*TASK STATEMENT*: Find every line in the records below that holds the word "ARAUJO" and copy it.

*INFORMATION SHOWN*:
════════════════════
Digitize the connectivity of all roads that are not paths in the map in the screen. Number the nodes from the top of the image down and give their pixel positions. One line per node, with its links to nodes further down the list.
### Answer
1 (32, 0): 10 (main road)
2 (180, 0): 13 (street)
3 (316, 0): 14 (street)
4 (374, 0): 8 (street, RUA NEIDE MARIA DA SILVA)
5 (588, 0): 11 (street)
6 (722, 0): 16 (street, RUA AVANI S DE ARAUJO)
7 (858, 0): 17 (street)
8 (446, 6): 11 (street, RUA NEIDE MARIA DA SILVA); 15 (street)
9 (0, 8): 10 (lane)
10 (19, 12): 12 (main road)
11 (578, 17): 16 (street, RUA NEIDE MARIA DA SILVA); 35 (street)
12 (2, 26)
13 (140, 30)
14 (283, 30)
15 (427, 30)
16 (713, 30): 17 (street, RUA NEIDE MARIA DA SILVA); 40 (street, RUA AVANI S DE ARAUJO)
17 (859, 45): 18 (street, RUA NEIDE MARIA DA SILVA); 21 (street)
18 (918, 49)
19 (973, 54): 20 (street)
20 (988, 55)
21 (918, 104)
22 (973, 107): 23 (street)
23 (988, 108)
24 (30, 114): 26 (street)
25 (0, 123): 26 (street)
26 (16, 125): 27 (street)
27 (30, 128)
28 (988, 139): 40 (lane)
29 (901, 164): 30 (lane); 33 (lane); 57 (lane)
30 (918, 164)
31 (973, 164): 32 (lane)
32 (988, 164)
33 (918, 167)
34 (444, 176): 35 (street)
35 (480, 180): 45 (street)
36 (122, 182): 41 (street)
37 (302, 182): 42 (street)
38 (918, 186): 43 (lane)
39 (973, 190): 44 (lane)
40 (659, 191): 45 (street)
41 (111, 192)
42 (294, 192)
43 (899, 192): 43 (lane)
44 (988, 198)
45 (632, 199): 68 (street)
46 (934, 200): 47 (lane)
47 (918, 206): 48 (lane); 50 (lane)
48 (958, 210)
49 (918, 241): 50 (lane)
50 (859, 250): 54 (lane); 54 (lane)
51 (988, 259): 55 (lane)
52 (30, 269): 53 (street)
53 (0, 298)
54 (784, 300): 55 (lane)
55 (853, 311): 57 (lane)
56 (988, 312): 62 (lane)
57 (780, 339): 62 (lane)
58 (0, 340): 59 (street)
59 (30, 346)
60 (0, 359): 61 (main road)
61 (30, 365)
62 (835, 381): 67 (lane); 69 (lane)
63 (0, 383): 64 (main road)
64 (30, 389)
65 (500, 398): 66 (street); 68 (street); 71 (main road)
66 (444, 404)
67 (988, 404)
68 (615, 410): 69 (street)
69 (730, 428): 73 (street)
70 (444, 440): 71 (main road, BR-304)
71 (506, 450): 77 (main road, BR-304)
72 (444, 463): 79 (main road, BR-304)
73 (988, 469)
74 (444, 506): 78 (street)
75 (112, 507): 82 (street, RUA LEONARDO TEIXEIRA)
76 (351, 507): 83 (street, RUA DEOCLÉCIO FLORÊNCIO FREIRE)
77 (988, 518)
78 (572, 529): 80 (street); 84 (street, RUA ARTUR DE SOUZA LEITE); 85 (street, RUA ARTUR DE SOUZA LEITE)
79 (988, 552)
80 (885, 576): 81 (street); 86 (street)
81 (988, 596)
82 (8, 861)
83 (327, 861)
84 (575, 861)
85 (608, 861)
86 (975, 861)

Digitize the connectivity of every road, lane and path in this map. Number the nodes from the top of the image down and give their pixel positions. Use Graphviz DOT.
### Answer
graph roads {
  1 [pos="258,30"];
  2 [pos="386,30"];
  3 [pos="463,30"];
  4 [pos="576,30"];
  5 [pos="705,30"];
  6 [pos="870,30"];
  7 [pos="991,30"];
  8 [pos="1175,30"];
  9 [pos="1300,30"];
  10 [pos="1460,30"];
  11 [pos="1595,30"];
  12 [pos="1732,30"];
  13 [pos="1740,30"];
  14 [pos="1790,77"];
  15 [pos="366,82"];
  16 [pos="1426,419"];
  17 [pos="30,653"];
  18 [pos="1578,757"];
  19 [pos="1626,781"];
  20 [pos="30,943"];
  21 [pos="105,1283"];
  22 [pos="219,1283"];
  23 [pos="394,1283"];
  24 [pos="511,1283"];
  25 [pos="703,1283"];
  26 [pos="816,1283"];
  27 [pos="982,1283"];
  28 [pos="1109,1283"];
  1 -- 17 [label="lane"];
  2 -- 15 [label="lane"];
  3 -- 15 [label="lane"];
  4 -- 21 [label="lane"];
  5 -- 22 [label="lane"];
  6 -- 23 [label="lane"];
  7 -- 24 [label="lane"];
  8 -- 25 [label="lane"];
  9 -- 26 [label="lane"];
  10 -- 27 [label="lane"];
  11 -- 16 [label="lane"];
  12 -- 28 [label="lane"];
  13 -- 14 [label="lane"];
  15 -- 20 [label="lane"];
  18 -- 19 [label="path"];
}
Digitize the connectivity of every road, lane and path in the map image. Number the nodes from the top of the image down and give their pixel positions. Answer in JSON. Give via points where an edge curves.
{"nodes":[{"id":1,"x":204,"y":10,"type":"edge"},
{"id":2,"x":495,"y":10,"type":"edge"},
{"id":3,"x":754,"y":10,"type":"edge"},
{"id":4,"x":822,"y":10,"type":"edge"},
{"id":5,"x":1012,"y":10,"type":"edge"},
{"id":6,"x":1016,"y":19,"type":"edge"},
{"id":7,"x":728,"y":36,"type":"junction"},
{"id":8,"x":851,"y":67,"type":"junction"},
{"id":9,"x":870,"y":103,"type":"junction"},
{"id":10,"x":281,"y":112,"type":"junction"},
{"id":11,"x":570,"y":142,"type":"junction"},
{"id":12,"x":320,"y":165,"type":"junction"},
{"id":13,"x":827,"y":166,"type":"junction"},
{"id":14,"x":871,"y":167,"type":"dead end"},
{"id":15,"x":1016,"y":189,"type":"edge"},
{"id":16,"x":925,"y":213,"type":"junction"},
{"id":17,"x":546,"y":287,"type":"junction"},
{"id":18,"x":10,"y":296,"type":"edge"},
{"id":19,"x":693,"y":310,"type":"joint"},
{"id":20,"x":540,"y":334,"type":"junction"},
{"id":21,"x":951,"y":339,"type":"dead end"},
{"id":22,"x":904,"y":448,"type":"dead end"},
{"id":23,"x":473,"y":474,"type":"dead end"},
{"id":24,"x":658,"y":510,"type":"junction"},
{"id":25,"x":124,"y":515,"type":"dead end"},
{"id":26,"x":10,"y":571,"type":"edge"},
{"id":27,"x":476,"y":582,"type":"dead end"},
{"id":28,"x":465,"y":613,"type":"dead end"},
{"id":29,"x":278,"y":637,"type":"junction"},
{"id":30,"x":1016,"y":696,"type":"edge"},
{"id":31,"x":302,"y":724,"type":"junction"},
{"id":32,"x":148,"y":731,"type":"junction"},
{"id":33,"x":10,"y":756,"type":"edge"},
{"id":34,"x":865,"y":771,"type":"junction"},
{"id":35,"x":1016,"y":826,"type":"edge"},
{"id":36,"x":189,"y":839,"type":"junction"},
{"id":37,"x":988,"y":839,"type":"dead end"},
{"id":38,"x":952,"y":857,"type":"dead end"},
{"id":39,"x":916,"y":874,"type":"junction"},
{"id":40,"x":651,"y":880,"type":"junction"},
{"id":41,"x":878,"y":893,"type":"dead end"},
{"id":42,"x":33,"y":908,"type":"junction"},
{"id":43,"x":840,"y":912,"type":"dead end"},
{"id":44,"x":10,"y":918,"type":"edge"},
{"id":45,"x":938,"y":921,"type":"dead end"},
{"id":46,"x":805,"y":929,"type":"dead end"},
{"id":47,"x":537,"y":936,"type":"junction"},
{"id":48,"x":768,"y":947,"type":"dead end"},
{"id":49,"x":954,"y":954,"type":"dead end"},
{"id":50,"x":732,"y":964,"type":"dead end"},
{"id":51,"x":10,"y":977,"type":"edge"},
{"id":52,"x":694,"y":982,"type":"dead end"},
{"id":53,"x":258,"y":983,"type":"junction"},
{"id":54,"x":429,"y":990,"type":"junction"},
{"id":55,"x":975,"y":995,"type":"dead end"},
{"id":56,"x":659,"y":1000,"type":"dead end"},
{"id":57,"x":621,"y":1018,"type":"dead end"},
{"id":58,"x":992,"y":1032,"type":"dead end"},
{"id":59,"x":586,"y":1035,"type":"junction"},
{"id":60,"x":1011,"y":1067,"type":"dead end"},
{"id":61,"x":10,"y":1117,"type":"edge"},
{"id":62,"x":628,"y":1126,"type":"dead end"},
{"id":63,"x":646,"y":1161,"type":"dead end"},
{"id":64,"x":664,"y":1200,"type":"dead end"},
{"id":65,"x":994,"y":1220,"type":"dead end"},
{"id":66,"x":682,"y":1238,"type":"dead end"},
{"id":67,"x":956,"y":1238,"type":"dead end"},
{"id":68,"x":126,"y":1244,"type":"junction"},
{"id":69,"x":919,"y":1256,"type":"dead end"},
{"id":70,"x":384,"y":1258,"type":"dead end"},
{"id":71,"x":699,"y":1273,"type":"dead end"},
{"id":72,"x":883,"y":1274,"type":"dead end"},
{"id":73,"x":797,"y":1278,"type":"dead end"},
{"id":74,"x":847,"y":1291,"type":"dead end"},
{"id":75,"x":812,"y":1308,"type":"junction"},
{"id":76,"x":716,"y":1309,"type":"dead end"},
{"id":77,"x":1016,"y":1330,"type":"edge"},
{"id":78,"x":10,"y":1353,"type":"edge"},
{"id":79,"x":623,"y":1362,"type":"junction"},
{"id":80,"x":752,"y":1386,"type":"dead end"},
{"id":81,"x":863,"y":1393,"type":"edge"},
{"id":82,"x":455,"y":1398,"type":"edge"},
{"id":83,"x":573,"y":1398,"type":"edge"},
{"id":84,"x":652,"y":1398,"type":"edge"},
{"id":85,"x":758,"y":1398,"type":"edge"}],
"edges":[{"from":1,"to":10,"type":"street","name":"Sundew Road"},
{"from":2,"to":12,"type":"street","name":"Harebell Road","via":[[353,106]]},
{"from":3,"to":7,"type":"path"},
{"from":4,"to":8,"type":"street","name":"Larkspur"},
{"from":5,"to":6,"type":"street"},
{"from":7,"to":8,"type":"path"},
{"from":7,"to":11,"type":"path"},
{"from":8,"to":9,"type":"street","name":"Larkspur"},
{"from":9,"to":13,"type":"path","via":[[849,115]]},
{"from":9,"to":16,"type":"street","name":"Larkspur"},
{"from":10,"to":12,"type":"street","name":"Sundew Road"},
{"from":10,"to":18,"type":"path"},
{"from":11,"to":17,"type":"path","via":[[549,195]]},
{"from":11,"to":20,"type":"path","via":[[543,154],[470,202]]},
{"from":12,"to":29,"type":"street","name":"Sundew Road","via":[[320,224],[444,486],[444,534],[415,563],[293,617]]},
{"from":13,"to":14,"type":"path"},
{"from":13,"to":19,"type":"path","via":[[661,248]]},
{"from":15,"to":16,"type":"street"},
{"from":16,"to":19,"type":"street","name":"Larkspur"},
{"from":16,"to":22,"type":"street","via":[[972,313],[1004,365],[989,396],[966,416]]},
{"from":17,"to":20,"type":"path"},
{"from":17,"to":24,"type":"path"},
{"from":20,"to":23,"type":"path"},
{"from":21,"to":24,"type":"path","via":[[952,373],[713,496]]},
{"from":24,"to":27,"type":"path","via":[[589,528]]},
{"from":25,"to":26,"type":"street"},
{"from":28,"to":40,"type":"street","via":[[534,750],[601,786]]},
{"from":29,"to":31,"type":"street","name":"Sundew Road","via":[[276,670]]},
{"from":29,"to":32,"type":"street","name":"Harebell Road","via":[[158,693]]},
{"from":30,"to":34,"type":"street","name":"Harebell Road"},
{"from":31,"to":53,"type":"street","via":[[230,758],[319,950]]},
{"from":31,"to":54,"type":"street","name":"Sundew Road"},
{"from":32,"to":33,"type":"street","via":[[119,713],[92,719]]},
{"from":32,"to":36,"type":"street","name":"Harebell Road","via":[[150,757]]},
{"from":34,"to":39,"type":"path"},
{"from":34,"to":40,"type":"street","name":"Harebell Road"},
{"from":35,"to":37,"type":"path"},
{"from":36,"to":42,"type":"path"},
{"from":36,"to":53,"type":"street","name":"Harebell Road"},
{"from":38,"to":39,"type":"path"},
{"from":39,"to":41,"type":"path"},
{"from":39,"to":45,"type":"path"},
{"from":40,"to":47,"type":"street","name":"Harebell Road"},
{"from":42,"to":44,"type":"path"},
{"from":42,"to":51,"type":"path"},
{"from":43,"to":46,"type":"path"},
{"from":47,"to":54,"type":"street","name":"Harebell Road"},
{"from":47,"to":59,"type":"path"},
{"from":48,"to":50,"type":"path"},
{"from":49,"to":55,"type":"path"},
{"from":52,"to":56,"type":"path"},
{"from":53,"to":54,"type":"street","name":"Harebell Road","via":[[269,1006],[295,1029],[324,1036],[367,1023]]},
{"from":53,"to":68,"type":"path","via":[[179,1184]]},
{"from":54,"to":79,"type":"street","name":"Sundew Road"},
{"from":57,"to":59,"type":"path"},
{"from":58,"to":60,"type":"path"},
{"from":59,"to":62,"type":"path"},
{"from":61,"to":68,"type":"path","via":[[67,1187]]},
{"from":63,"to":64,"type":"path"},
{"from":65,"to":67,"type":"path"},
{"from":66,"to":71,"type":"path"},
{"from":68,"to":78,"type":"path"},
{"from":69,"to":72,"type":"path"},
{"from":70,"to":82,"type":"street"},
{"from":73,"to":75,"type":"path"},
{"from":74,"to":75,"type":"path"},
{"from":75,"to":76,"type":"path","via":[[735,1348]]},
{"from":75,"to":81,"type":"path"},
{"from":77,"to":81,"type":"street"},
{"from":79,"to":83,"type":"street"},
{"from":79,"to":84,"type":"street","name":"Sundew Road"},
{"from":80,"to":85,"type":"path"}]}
════════════════════
*RESPONSE AREA*:
6 (722, 0): 16 (street, RUA AVANI S DE ARAUJO)
16 (713, 30): 17 (street, RUA NEIDE MARIA DA SILVA); 40 (street, RUA AVANI S DE ARAUJO)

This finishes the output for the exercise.